Thinking about getting a robot lawn mower

I am moving into a new house, which has me thinking about how to care for this large yard (about 1.5 acres). Talking with a few lawn services and it seems like I’ll need to pay about $120 per cut. That’s a price I’d rather not pay.

Doing some research I’ve stumbled across robot lawn mowers. They are essentially big rumbas for cutting the grass. Most websites I’ve come across are focused on selling me a robot mower. I don’t want to be sold. I am curious about people’s experiences. If anyone here has a robot lawn mower and am wondering has been a worthwhile purchase?

1 Like

This is a great question. If someone here does have I am curious about a few other things. How do they handle obstacles? What happens with trees (especially with roots) or flower beds? Do they do well on slopes?

Do you set boundaries? If not how do you prevent the mower from wandering into your neighbors yard?

I don’t really know anything about robot mowers, but I feel like the amount of yard that needs to be mowed here is going to be prohibitive.

The most powerful robot mower I found is only rated for 0.8 acres.

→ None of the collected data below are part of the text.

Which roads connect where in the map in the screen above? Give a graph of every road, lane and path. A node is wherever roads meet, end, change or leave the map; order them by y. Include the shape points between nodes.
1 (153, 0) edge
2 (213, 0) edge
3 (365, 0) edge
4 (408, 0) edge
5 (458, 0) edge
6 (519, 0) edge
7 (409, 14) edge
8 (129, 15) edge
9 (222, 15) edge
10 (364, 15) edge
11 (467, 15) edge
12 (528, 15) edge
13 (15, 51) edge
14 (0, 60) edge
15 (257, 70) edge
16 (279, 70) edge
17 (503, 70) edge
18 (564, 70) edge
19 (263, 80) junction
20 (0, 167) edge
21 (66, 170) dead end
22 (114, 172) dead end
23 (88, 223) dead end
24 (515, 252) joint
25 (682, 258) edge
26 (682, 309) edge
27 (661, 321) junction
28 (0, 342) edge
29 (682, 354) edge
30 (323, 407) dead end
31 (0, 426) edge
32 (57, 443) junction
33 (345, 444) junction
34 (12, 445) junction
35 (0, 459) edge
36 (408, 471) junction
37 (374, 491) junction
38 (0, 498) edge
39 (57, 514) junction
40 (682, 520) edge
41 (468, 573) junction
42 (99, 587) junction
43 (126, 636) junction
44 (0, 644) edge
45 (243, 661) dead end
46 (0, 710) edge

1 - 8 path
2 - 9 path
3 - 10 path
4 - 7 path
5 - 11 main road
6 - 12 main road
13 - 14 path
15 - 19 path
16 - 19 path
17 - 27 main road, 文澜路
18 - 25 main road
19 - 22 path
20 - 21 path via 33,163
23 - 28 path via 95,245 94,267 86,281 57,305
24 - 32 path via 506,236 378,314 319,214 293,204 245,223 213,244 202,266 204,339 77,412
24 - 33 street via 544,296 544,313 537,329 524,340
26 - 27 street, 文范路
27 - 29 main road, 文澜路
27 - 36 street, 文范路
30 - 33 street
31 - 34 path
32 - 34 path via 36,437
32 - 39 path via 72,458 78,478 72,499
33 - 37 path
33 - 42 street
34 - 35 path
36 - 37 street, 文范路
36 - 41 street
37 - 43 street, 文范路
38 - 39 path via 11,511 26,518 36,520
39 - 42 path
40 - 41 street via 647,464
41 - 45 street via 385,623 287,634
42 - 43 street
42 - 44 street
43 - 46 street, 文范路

Although, it looks like it returns home to recharge so maybe it can mow in sections.

As for boundaries, it looks like there is a boundary wire that you install around your property.

I can answer questions concerning robotic lawn mowers.
@nebraskadoc that is a substantial amount of lawn. Regardless, I have had my Husqvarna Automower for 2 months and am quite pleased with the performance. The only work that I have to do is edging and trimming. This summer has been a hot one in Utah and I am thankful that I did not have to push my old mower around in it. I know several (7) people who have also gone the automower route. All of these individuals are on .3 - .7 acre lots. Larger units will cover more acreage. 2 individuals have very complex landscaping. One has opted for using two separate automowers, 1 in front the other in back. The other person has tiered sections and has opted to use a larger unit and prefers to manually move it between his front and back yard.

My unit, a base model, handles top roots and unlevel ground well. I am on .3 of an acre. The mower cuts for around an hour and returns to it’s charging station for another hour to recharge.

Boundary wires are typical for most of these installations. However, there are units that utilize GPS zoning coming to market. And, these units allow for ‘overcut’, cut past the boundary wire. This prevents from needing to trim due to excessive uncut sections or worry about boundary wire layout due to obstacles.

@guystein Speaking of obstacles, boundary wires can be set to cut around landscaping features, trees, inground trampolines, etc… These units are supposed to be able to handle up to 45* slopes. I can attest to seeing my friend’s unit doing a 30* slope on a regular basis.

Although you can install these yourself, as I did, I would highly recommend that you have an authorized dealer for the brand you choose in your contacts to facilitate your installation process.